Todo lo que es reputado de destituyente, sean reclamos individuales o colectivos concretos que traspasan los límites de las reivindicaciones sociales de los de abajo, es visto hoy como expresión de antipolítica, de negación de la política. En suma, de palos en la rueda a la tarea del gobierno.
Todo reclamo, toda puesta en valor, del núcleo duro de libertades y garantías de rango constitucional por parte de los grupos que se movilizan actualmente fuera del oficialismo es considerado destituyente y antipolítica. Ausencia de política, por las razones antes mencionadas.
Con ello se apunta a connotar la degradación moral del contenido de los reclamos de esa índole y de sus portadores. De modo que cuando el gobierno y el oficialismo hablan de inclusión no es cierto. La inclusión que aquel lleva a cabo es la de los de abajo, en forma de asistencialismo, y la consiguiente exclusión del resto de la sociedad. Además de la expropiación creciente de ésta en beneficio de los primeros.
Decir que existe ignorancia política no es ofender a ningún sector en particular. Todo populismo, toda demagogia, requiere de cantidades crecientes de ignorancia y de ignorantes. Ésta se produce desde el gobierno con los mismos recursos educativos con los que debería combatirla. Es lógico, en todas partes es así, que esta característica abunde en los sectores sociales más vulnerables de una sociedad.
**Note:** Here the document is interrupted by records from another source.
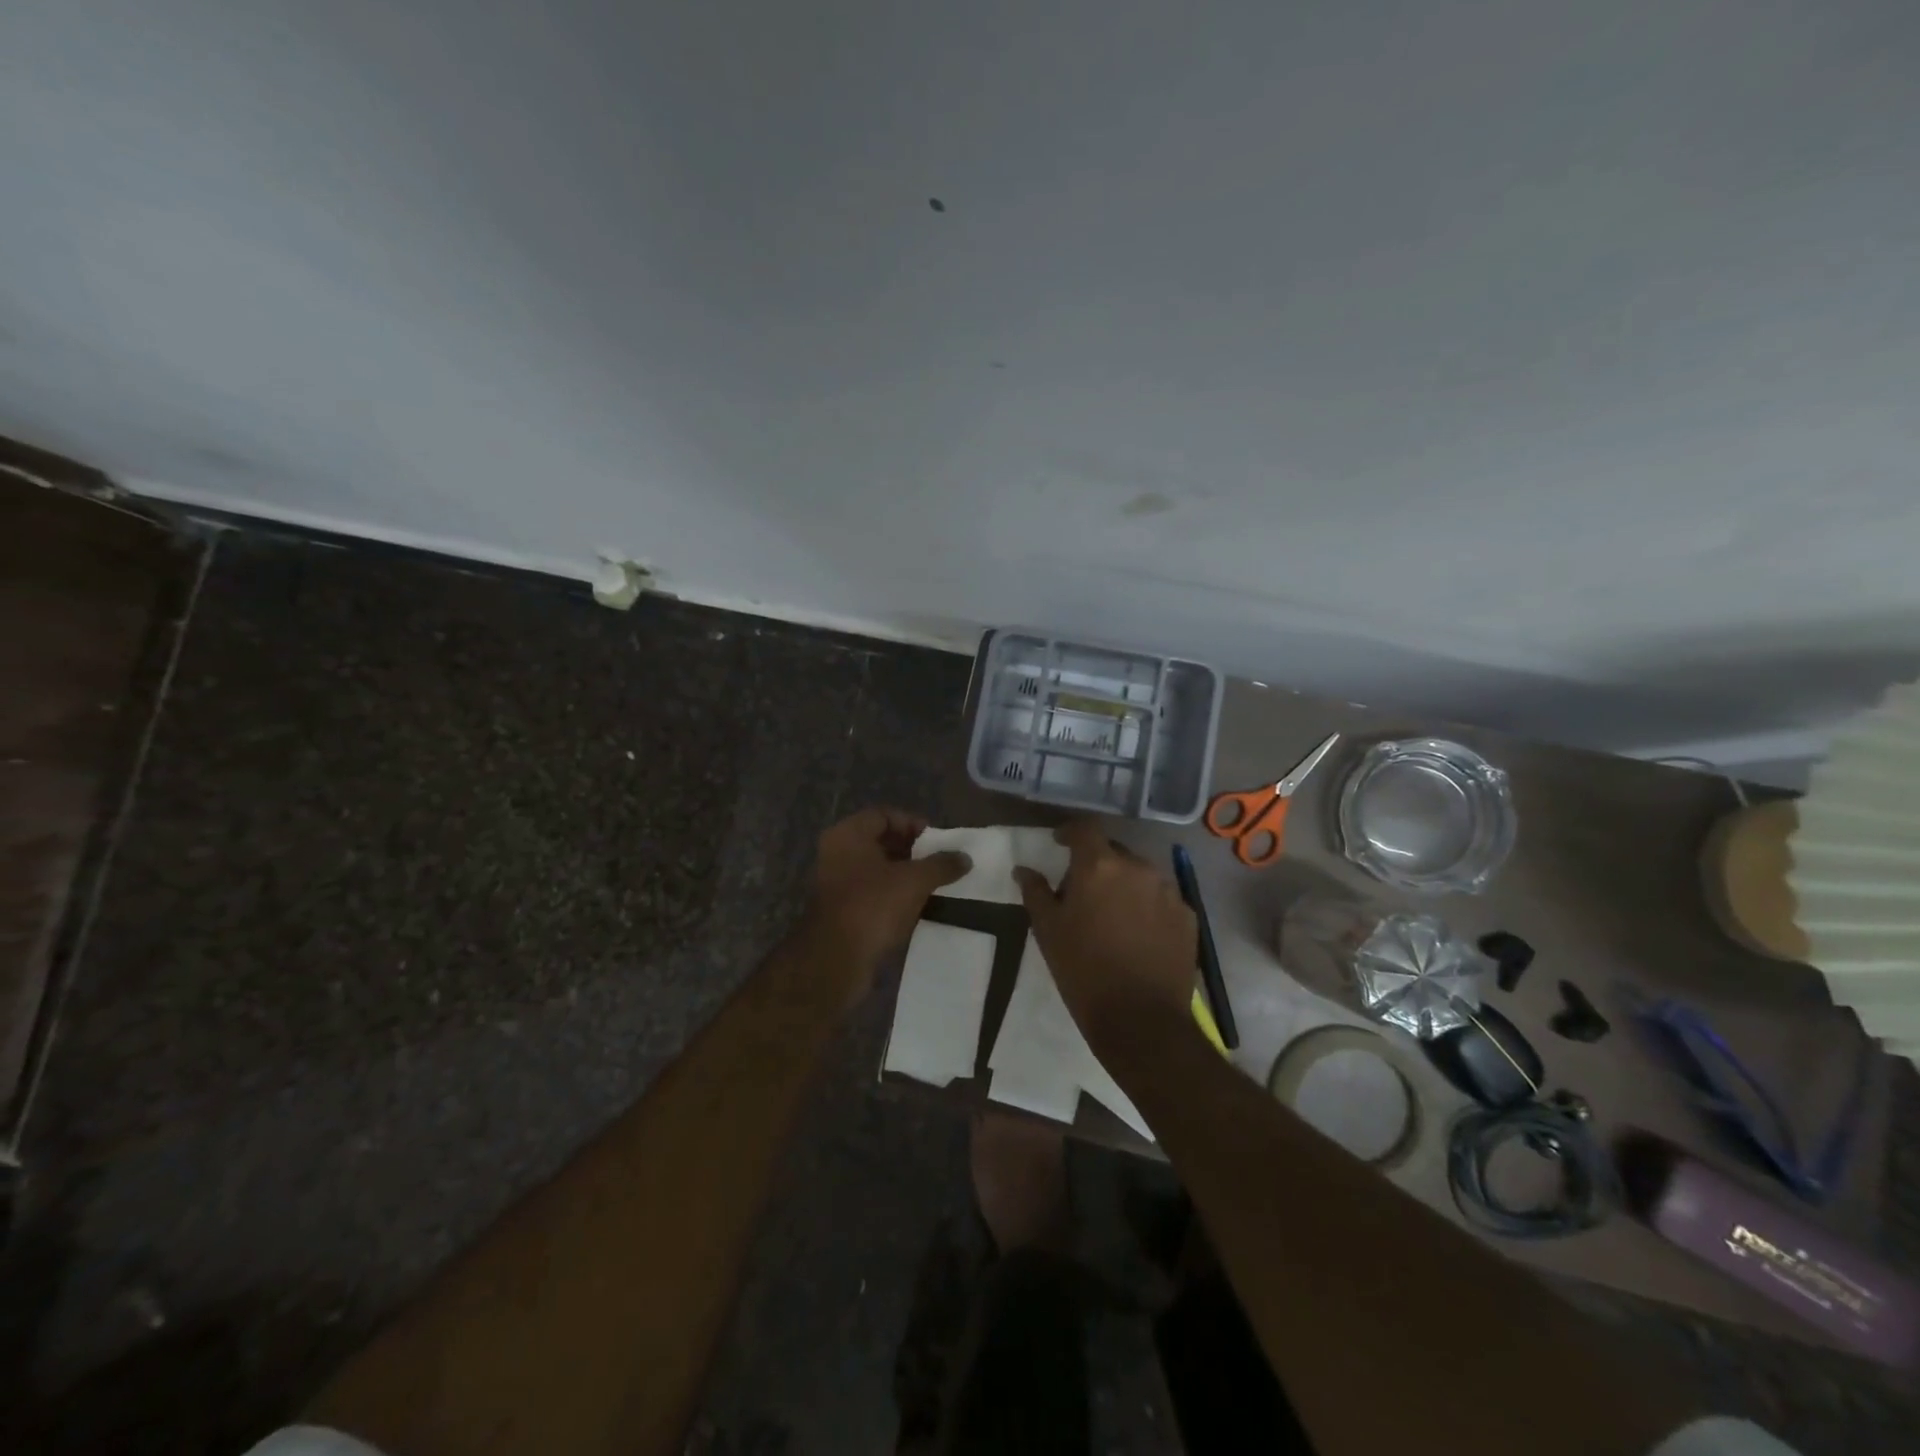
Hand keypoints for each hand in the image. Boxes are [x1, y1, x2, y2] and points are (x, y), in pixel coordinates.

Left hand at [795, 807, 971, 1008]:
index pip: (884, 814)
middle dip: (911, 849)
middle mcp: (837, 853)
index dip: (912, 823)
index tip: (936, 841)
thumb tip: (965, 858)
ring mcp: (835, 882)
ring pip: (876, 868)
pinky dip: (892, 894)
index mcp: (848, 835)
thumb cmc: (873, 907)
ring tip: (932, 884)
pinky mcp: (840, 909)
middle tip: (937, 862)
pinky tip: (915, 905)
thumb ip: (941, 865)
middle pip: (879, 840)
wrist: (835, 960)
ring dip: (903, 873)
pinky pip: (871, 891)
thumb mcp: (914, 881)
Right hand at [1014, 820, 1196, 1049]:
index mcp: (1099, 865)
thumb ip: (1035, 892)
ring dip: (1124, 884)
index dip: (1070, 832)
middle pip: (1114, 851)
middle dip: (1097, 863)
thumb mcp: (1048, 931)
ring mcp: (1168, 890)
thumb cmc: (1083, 970)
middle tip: (1083, 891)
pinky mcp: (1187, 915)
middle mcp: (1138, 867)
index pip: (1085, 828)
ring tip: (1112, 914)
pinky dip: (1147, 906)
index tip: (1060, 844)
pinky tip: (1138, 933)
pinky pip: (1161, 898)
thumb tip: (1024, 870)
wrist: (1141, 1020)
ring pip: (1140, 874)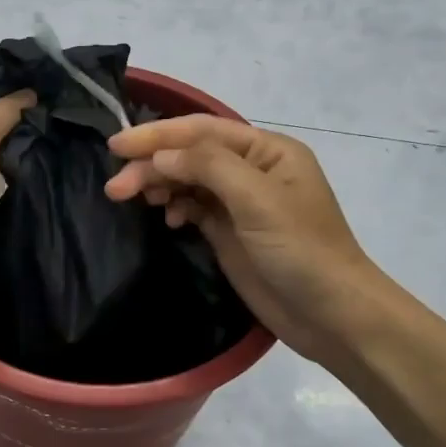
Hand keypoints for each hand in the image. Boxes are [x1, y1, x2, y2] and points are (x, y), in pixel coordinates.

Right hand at [104, 116, 377, 363]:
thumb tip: (160, 155)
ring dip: (158, 185)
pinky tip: (167, 218)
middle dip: (151, 166)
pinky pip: (193, 207)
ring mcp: (239, 203)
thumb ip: (208, 167)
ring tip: (128, 199)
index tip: (116, 146)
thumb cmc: (301, 250)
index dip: (157, 135)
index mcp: (266, 151)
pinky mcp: (229, 232)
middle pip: (190, 155)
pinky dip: (175, 207)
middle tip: (115, 188)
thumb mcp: (257, 200)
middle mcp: (251, 170)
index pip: (202, 131)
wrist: (330, 315)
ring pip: (188, 181)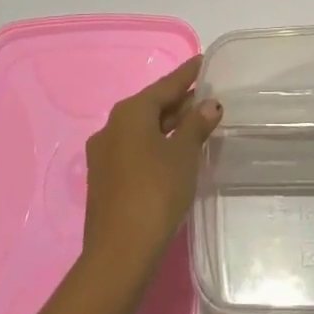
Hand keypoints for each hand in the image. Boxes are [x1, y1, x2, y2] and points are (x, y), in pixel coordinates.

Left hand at [82, 55, 221, 285]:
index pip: (165, 86)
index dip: (187, 74)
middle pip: (151, 106)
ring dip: (168, 125)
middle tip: (207, 96)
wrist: (120, 252)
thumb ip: (196, 125)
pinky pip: (135, 148)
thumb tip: (209, 104)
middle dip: (178, 101)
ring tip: (196, 122)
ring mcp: (104, 154)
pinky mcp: (105, 178)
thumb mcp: (183, 155)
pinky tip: (174, 152)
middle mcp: (111, 127)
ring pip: (142, 129)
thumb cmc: (155, 192)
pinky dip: (156, 143)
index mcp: (129, 113)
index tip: (203, 62)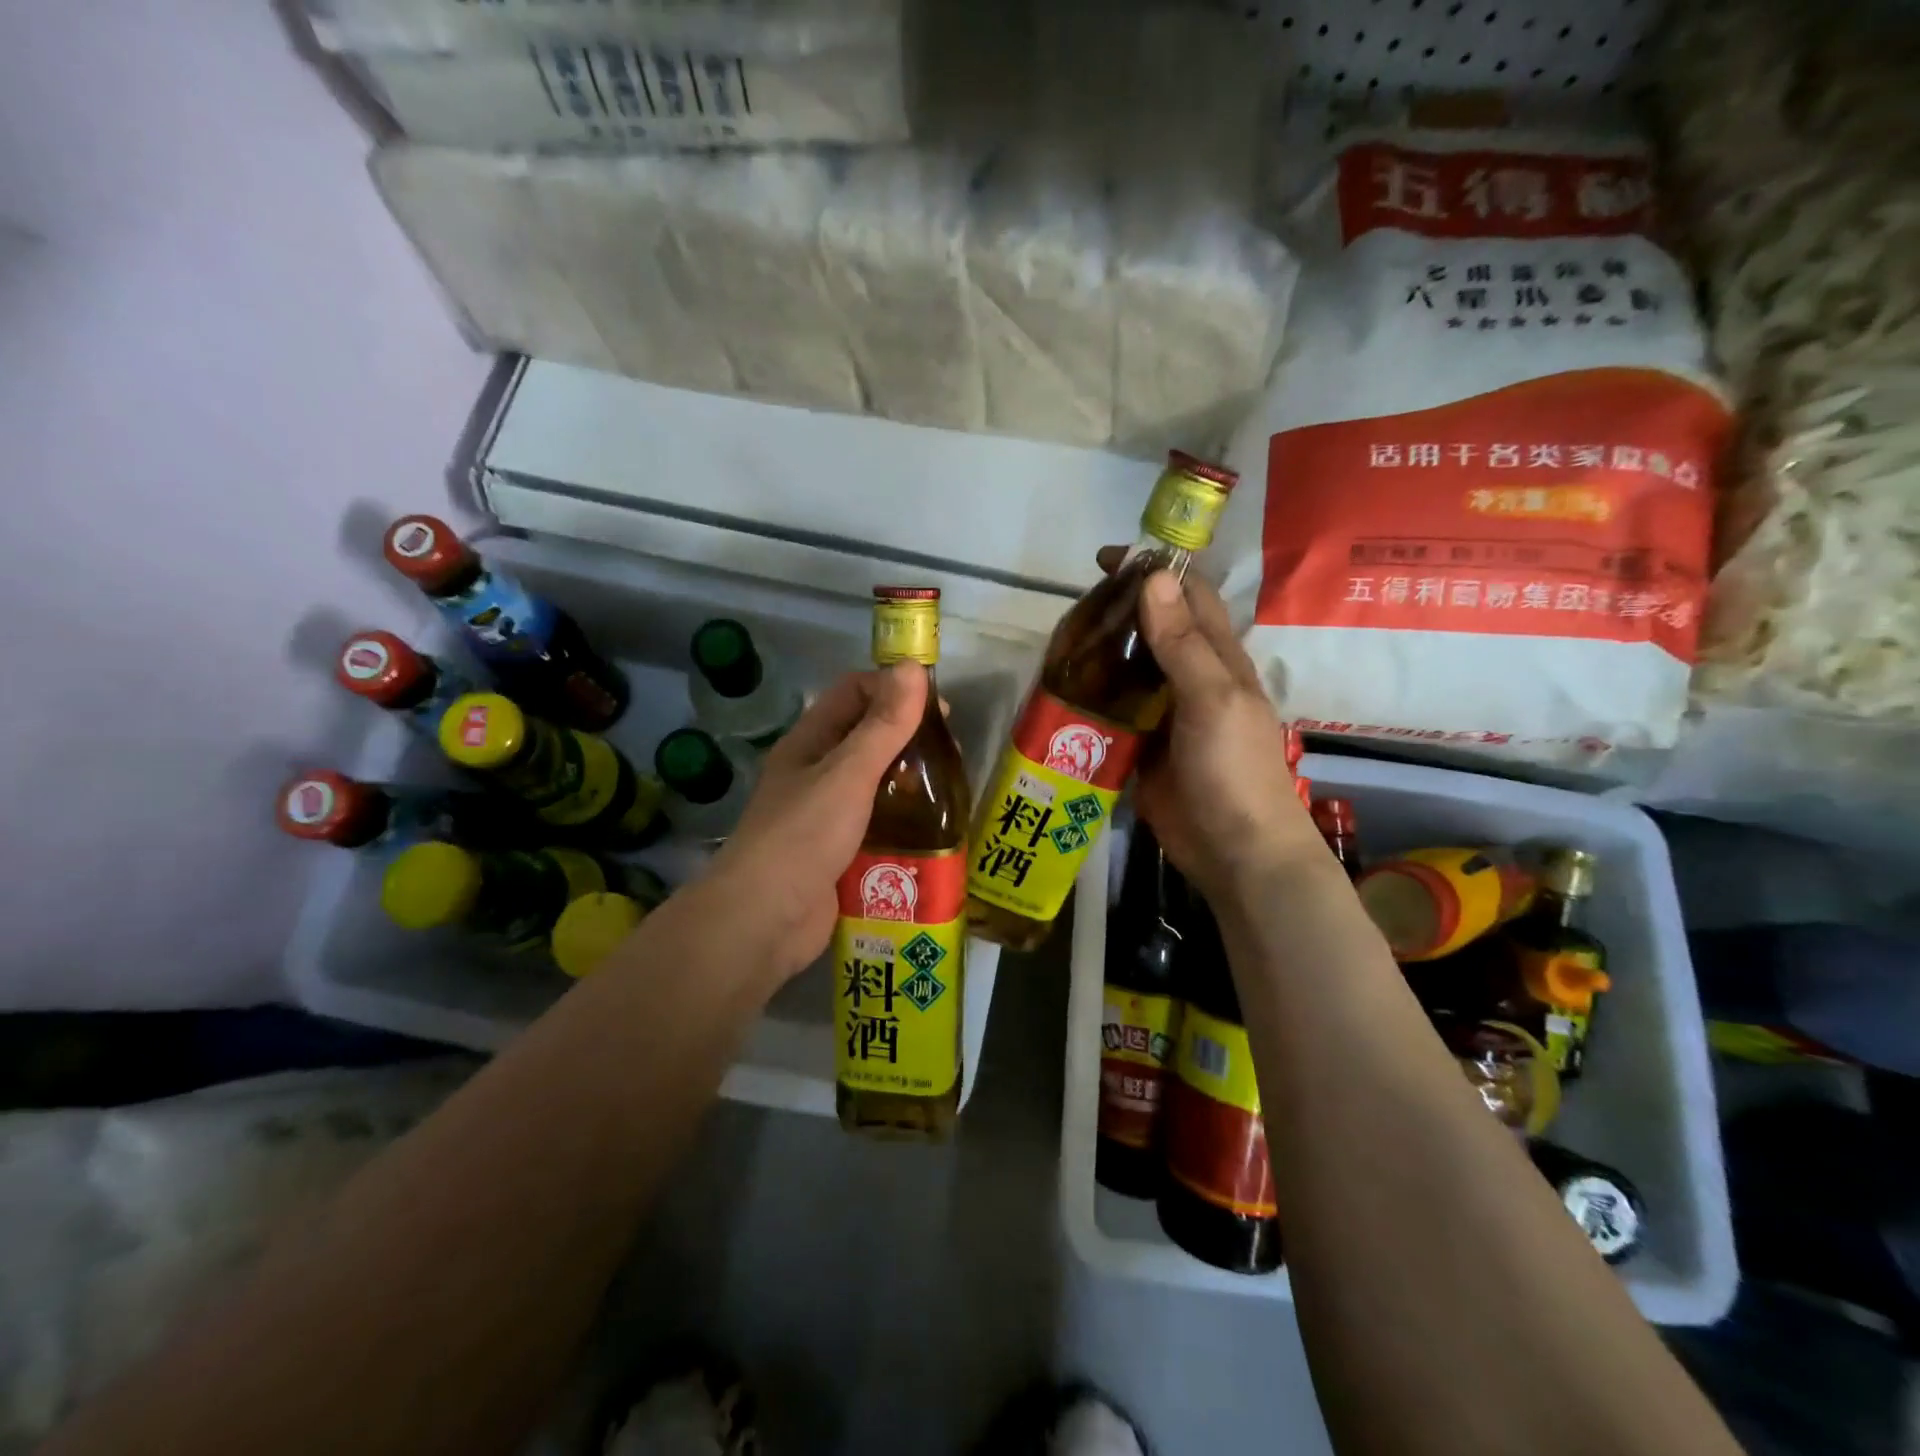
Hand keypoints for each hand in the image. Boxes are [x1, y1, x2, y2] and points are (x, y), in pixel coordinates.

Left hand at [704, 662, 928, 981]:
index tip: (937, 708)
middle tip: (951, 755)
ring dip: (911, 783)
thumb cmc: (803, 836)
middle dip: (910, 738)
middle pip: (869, 738)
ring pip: (877, 784)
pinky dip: (905, 823)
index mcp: (810, 743)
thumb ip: (883, 725)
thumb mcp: (848, 774)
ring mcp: (828, 816)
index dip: (893, 689)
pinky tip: (935, 831)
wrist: (764, 921)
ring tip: (950, 792)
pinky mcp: (841, 853)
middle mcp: (817, 773)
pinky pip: (879, 826)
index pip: (854, 693)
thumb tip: (912, 666)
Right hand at [1097, 548, 1320, 902]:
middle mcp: (1191, 678)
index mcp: (1217, 658)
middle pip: (1153, 630)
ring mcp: (1165, 715)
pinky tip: (1063, 692)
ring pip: (1129, 670)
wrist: (1234, 851)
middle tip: (1070, 607)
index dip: (1154, 571)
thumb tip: (1153, 579)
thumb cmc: (1233, 770)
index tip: (1108, 558)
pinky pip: (1114, 712)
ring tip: (1058, 643)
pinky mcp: (1142, 747)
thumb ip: (1182, 644)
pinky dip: (1092, 698)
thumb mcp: (1212, 699)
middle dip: (1118, 611)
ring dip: (1100, 654)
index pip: (1188, 596)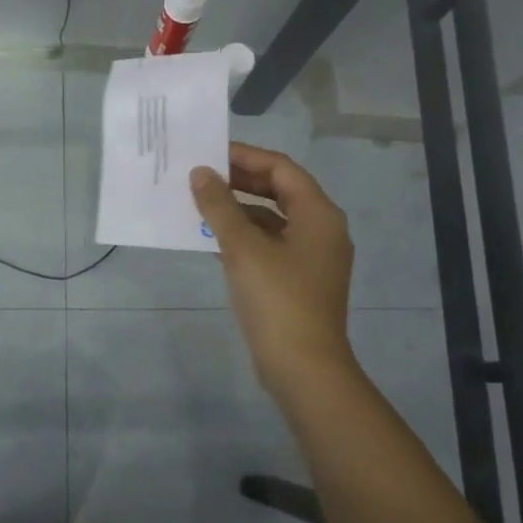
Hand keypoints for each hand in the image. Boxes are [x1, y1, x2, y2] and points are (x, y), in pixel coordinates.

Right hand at [191, 143, 356, 395]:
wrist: (303, 368)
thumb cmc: (277, 300)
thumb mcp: (243, 248)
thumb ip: (220, 206)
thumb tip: (200, 173)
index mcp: (319, 214)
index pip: (282, 168)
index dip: (246, 156)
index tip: (209, 153)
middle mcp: (322, 230)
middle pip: (280, 190)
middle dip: (241, 181)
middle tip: (202, 175)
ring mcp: (312, 258)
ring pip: (273, 219)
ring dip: (239, 209)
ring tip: (200, 205)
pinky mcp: (299, 281)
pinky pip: (270, 244)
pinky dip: (245, 236)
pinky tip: (213, 240)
Pero también se produce ignorancia e ignorantes políticos en otros estratos, por ejemplo en los de clase media, en aquellos integrantes que pueden ser caracterizados como “progres” (no progresistas). Su incapacidad para leer la realidad cuando deberían hacerlo correctamente por disponer de una formación intelectual interesante, unida a su vulnerabilidad ante los espejismos y las estéticas disruptivas puestas en juego en el campo gubernamental, meros sustitutos y placebos diferidos de las frustradas ansias de protagonismo mitológico correspondientes a los exiliados generacionales de los 70´s y a sus farsantes restauradores juveniles, los constituye en los auténticos cultores de la antipolítica.
Por el contrario, quienes hoy son reconocidos peyorativamente como caceroleros representan la supervivencia de la política como contenido simbólico genuino, en estado proteico podemos decir. En ellos reside no sólo la representación de anhelos sociales colectivos concretos, fundamentales y de urgente instalación, sino, muy especialmente, la supervivencia de los valores más altos elaborados por la nación histórica en dos siglos de existencia.
De modo que, como colofón, téngase en cuenta que no son estos valores los que corren riesgo, pues no hay una auténtica crisis de valores en la Argentina. Lo que sí existe es una crisis muy grande de los valorantes, enajenados de si mismos y de la sociedad, por causa de los nuevos encantadores de serpientes.
En: El ansia perpetua – 3 de octubre de 2012 –
En mi opinion, la anti politica no existe, ya que toda forma de participación ciudadana en asuntos públicos, es política. Al pagar impuestos, se ratifica la responsabilidad del Estado, para con los ciudadanos, de administrar justicia, proveer salud y educación. Anti política es lo que ejerce el gobierno de turno al pretender que no tiene responsabilidad.